# How to construct the Gram matrix of a gaussian RBF kernel

Hi @ptrblck

I’m implementing a custom loss function, which has a term that involves the gram matrix of a Gaussian RBF kernel.

Say, for each training iteration, I get a mini-batch (batch size 128) of predicted probabilities for K=5 classes. So the predicted probability tensor has shape=(128,5).

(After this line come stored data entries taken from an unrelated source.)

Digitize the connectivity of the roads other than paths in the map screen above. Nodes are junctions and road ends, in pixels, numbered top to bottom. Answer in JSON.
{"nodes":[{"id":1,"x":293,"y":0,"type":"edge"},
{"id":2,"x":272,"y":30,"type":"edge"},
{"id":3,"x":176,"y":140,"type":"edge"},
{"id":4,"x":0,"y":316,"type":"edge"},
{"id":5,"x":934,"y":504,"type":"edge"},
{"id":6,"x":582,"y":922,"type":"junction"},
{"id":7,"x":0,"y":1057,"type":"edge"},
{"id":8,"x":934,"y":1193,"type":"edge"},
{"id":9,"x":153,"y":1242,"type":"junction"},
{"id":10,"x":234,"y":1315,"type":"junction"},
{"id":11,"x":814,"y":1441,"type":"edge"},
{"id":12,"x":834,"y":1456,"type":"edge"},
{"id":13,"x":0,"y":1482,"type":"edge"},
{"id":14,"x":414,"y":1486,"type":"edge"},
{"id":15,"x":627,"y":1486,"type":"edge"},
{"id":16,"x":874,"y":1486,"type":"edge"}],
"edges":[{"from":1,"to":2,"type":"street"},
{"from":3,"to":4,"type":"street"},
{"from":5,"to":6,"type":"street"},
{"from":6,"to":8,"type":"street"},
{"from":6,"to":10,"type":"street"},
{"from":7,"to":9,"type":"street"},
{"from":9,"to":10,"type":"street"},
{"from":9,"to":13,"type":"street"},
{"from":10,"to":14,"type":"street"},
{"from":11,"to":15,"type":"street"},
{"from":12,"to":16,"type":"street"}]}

Now I wish to compute the Gram matrix (128 by 128) of the Gaussian RBF kernel exp(-||p-q||^2) where p and q are the predicted probability vectors.

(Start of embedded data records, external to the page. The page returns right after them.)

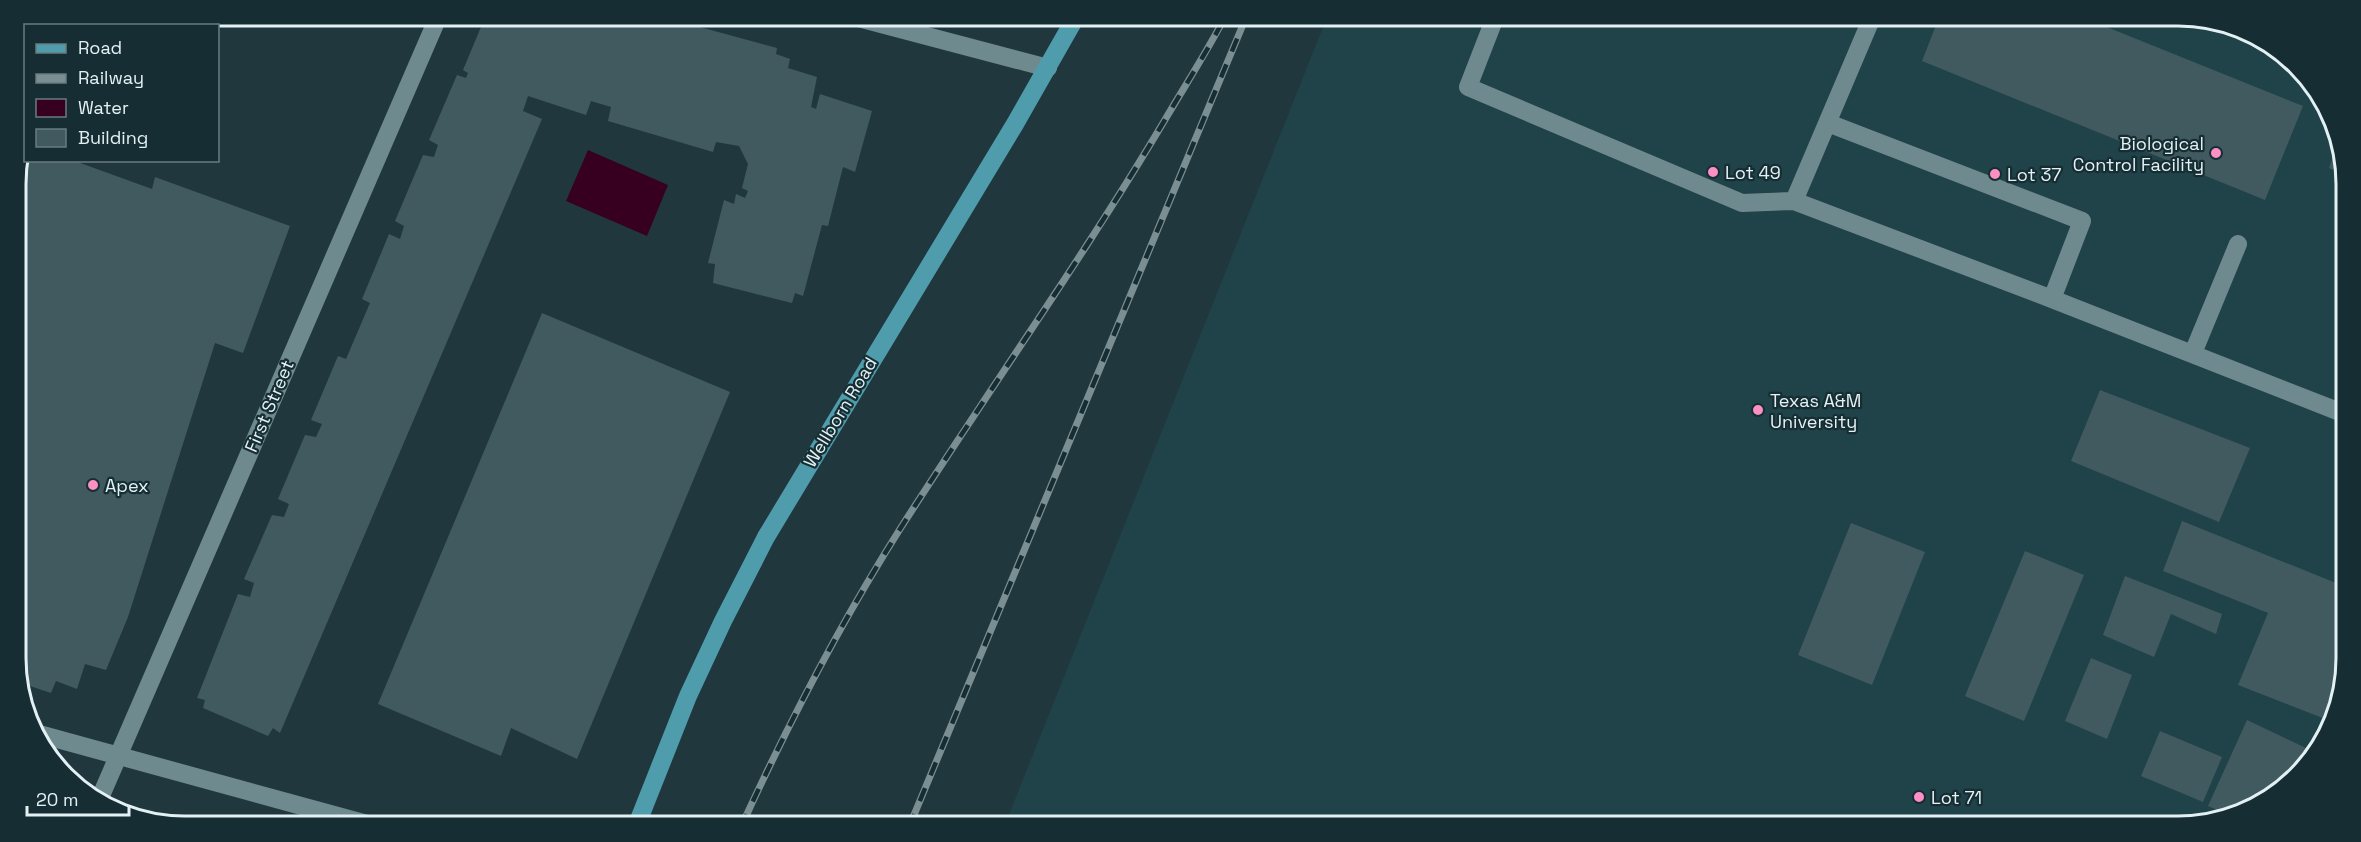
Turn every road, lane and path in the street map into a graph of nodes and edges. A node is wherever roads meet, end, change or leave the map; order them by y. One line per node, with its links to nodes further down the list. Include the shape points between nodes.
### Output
1 (434, 26): 14 (street, First Street)
2 (889, 26): 6 (street)
3 (1071, 26): 6 (main road, Wellborn Road)
4 (1492, 26): 8 (street, via 1468,87 1742,203)
5 (1868, 26): 7 (street)
6 (1048, 68): 17 (main road, Wellborn Road, via 766,537 688,696)
7 (1828, 123): 8 (street); 10 (street, via 2082,221)
8 (1794, 201): 10 (street)
9 (2238, 244): 11 (street)
10 (2052, 299): 11 (street)
11 (2193, 353): 12 (street)
12 (2336, 410)
13 (47, 736): 14 (street)
14 (117, 756): 15 (street, First Street); 16 (street)
15 (102, 793)
16 (338, 816)
17 (640, 816)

I don’t know if there’s a way of doing this without looping through all the 128x128 possible pairs of p and q, and yet preserves the autograd compatibility so I can use it as part of the loss function.

Best

1 Like

I’m not sure, but wouldn’t `torch.mm(mat, mat.t())` calculate the Gram matrix?

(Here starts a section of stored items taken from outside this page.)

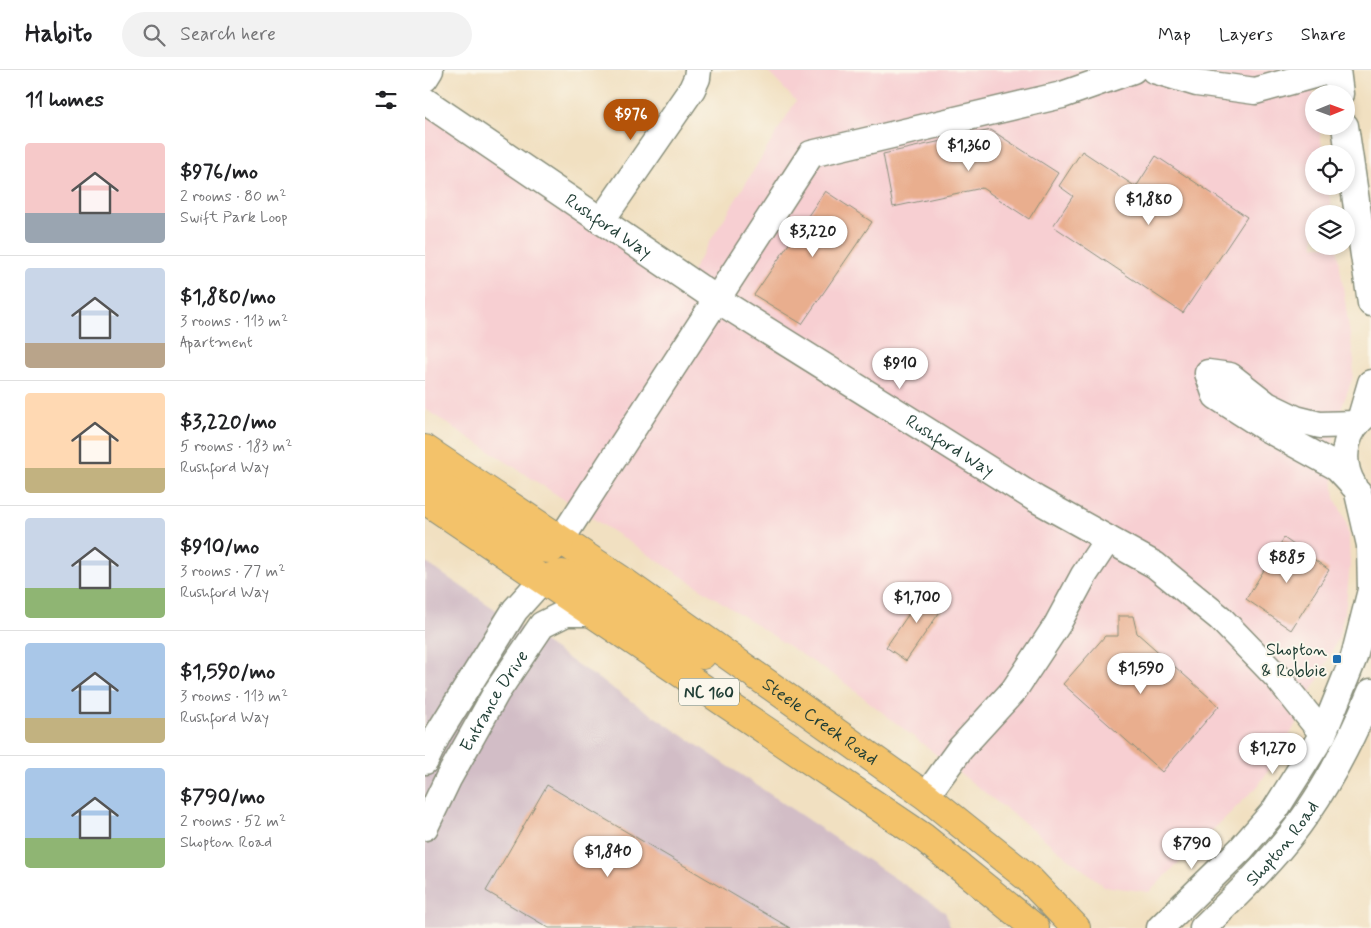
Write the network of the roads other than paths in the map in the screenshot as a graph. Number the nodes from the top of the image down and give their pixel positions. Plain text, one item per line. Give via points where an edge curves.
1 (430, 70) edge
2 (698, 70) edge
3 (1133, 70) edge
4 (1154, 70) edge
5 (1332, 70) edge
6 (1337, 70) edge
7 (425, 78) edge
8 (1339, 85) edge
9 (425, 101) edge
10 (1346, 135) edge
11 (601, 221) junction
12 (717, 300) junction
13 (1371, 303) edge
14 (1371, 382) edge
15 (1362, 418) edge
16 (425, 448) edge
17 (425, 479) edge
18 (1360, 493) edge
19 (425, 500) edge
20 (1108, 539) junction
21 (560, 541) junction
22 (543, 579) junction
23 (593, 613) junction
24 (1371, 692) edge
25 (802, 709) junction
26 (1323, 734) junction
27 (425, 761) edge
28 (926, 796) junction
29 (425, 827) edge
30 (1035, 928) edge
31 (1076, 928) edge
32 (1160, 928) edge
33 (1203, 928) edge

1 - 7 street
2 - 11 street via 692,88
3 - 12 street via 1062,95 811,154
4 - 5 street via 1197,83 1255,91
6 - 8 street
9 - 11 street, Rushford Way
10 - 13 street
11 - 12 street, Rushford Way
12 - 20 street, Rushford Way via 1036,499
12 - 21 street
14 - 15 street
15 - 18 street, Shopton Road via 1347,439 1345,456
15 - 18 street via 1321,425 1296,419 1267,405 1230,376 1208,373 1216,396 1337,467
16 - 21 main road, Steele Creek Road / NC 160
17 - 21 main road via 456,495 536,548 551,549
18 - 26 street, Shopton Road via 1370,545 1371,590 1354,657
19 - 22 main road, Steele Creek Road / NC 160
20 - 26 street, Rushford Way via 1155,565 1220,618 1278,678
20 - 28 street via 1014,690 959,749
21 - 25 main road, Steele Creek Road / NC 160 via 620,579
22 - 23 main road, Steele Creek Road / NC 160
22 - 25 main road via 562,574 579,579 650,627
22 - 27 street, Entrance Drive via 515,610 438,734
23 - 29 street, Entrance Drive via 566,613 542,625 496,693
23 - 30 main road, Steele Creek Road / NC 160 via 923,837
24 - 33 street, Shopton Road via 1344,752 1295,830 1269,862
25 - 28 main road, Steele Creek Road / NC 160
26 - 32 street, Shopton Road via 1275,810 1241,849
28 - 31 main road, Steele Creek Road / NC 160 via 1028,878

PS: as you can clearly see I’m not an expert in this topic, so tagging certain people might demotivate others to answer in your thread. If `mat` is the predicted probability matrix with shape (128,5), then `torch.mm(mat,mat.t())` gives me the 128 by 128 matrix that contains all the inner products between pairs of rows `p,q` in `mat`.

But what I’m hoping is to compute a more general function `k(p,q)` between all pairs of rows `p,q` in `mat` and store it in a 128 by 128 matrix. So `torch.mm(mat,mat.t())` can be seen as a simple case of this where the function `k(p,q)` is just the inner product `<p,q>`.

OK, I see. Do you have a specific function in mind for `k`?

Yes, for example, `k(p,q)=exp(-||p-q||)` where the norm `||p-q||` is the L1 norm.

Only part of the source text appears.